(Records excerpted from a collection)
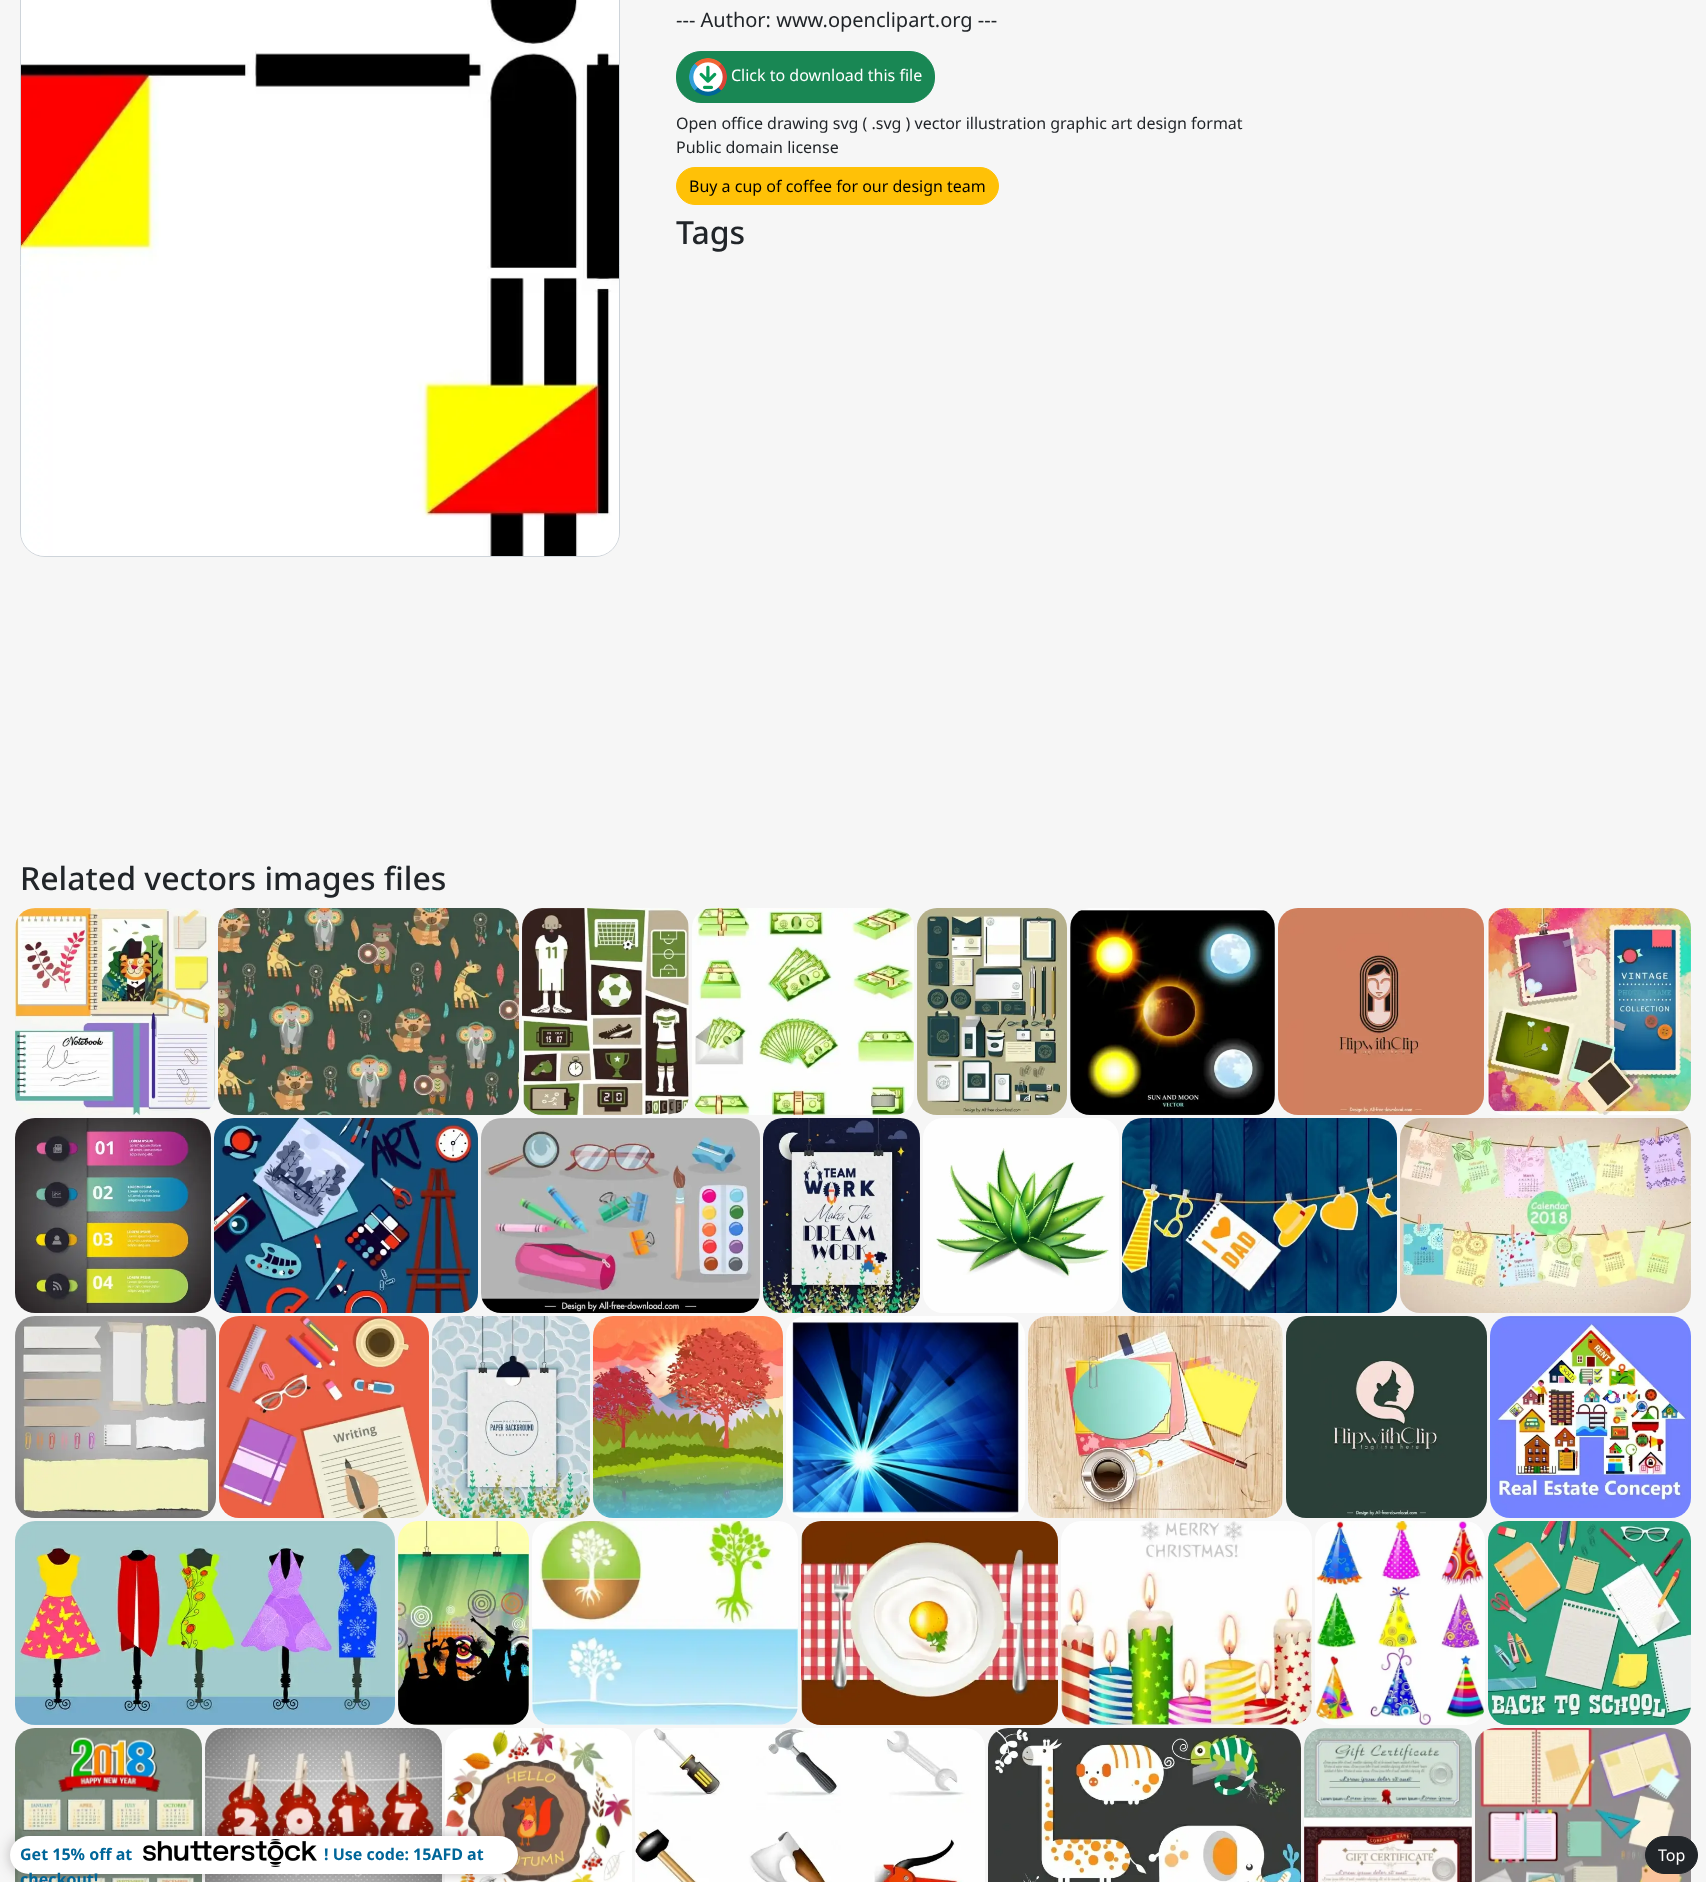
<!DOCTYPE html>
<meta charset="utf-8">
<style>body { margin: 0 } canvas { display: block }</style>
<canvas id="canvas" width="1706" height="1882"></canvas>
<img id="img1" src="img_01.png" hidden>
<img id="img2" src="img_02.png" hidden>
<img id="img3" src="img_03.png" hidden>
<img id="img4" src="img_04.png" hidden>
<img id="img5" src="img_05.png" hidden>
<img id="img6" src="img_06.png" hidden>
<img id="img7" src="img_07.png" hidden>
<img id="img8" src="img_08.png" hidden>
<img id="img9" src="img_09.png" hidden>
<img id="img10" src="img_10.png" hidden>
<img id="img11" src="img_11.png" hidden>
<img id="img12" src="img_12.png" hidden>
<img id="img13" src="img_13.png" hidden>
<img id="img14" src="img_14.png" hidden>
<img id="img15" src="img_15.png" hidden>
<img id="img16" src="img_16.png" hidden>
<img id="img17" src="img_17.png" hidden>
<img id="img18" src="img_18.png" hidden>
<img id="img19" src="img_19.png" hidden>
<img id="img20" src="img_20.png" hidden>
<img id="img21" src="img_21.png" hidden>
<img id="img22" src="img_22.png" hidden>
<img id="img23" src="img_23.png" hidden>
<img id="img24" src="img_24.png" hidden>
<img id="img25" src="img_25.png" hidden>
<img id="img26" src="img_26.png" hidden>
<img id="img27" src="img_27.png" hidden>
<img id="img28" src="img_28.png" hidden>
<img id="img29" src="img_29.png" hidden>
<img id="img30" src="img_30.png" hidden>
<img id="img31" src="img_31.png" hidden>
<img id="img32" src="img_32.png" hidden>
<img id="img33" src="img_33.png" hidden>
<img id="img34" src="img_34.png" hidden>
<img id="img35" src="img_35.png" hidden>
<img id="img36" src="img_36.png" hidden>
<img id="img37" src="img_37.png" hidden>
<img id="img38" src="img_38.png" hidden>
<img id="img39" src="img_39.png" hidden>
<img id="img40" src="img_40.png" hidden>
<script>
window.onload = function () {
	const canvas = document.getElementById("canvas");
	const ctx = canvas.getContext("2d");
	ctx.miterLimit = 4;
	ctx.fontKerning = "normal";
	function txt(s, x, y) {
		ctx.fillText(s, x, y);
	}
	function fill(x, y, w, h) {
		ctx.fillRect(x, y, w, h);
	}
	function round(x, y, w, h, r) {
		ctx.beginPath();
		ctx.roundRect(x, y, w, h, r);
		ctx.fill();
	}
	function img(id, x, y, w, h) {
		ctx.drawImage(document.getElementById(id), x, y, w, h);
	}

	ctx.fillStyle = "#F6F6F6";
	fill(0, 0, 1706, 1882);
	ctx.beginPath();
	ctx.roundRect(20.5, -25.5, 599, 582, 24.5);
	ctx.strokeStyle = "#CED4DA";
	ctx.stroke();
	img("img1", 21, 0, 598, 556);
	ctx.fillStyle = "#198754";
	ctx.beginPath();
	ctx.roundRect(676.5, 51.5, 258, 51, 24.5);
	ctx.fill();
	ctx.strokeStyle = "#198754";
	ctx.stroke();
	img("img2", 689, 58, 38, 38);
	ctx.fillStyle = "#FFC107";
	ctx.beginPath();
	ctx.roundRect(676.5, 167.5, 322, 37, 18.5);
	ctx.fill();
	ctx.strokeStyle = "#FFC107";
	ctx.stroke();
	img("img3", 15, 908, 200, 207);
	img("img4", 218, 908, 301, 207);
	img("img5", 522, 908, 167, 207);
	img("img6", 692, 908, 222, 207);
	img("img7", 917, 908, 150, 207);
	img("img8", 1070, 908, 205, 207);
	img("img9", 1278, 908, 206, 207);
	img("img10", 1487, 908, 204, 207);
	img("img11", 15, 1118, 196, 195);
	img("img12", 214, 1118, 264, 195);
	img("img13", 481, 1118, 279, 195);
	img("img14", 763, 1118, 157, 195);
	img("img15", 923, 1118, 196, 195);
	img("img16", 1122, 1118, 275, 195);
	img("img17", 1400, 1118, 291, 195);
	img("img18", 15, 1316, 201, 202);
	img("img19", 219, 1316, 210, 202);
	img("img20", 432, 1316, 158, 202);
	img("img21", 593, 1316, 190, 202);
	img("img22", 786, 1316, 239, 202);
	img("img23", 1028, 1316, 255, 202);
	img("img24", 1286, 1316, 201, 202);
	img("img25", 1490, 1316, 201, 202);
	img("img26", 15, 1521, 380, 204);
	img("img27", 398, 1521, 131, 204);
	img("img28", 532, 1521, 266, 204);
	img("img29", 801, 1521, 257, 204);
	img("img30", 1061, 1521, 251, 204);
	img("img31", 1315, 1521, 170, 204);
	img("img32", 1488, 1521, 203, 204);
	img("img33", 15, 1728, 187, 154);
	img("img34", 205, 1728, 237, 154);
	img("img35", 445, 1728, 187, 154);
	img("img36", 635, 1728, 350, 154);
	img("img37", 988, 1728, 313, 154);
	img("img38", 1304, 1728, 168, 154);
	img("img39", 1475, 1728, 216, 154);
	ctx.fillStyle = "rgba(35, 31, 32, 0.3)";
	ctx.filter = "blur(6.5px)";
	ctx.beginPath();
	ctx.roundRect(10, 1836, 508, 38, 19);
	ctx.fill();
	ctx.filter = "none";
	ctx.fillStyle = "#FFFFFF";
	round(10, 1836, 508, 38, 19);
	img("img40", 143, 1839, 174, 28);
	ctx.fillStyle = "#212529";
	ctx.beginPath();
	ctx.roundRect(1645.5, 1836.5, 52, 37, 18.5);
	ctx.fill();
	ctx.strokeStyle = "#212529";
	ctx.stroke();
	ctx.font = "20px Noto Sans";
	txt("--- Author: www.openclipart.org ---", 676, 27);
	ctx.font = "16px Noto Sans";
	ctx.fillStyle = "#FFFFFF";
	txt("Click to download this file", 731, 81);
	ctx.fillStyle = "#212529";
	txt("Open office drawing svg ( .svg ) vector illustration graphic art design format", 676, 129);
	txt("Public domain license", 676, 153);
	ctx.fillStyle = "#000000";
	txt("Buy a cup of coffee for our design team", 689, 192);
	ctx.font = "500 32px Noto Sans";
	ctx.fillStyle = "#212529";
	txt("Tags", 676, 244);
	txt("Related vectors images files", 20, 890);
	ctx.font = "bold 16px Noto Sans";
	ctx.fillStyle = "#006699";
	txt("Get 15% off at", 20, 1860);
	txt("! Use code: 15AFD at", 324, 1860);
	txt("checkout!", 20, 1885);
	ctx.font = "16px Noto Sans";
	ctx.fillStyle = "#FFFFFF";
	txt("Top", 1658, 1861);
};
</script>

Work to be completed
Locate the word "const" in the data above. Copy every line carrying it.

Result of the exercise
	const canvas = document.getElementById("canvas");
	const ctx = canvas.getContext("2d");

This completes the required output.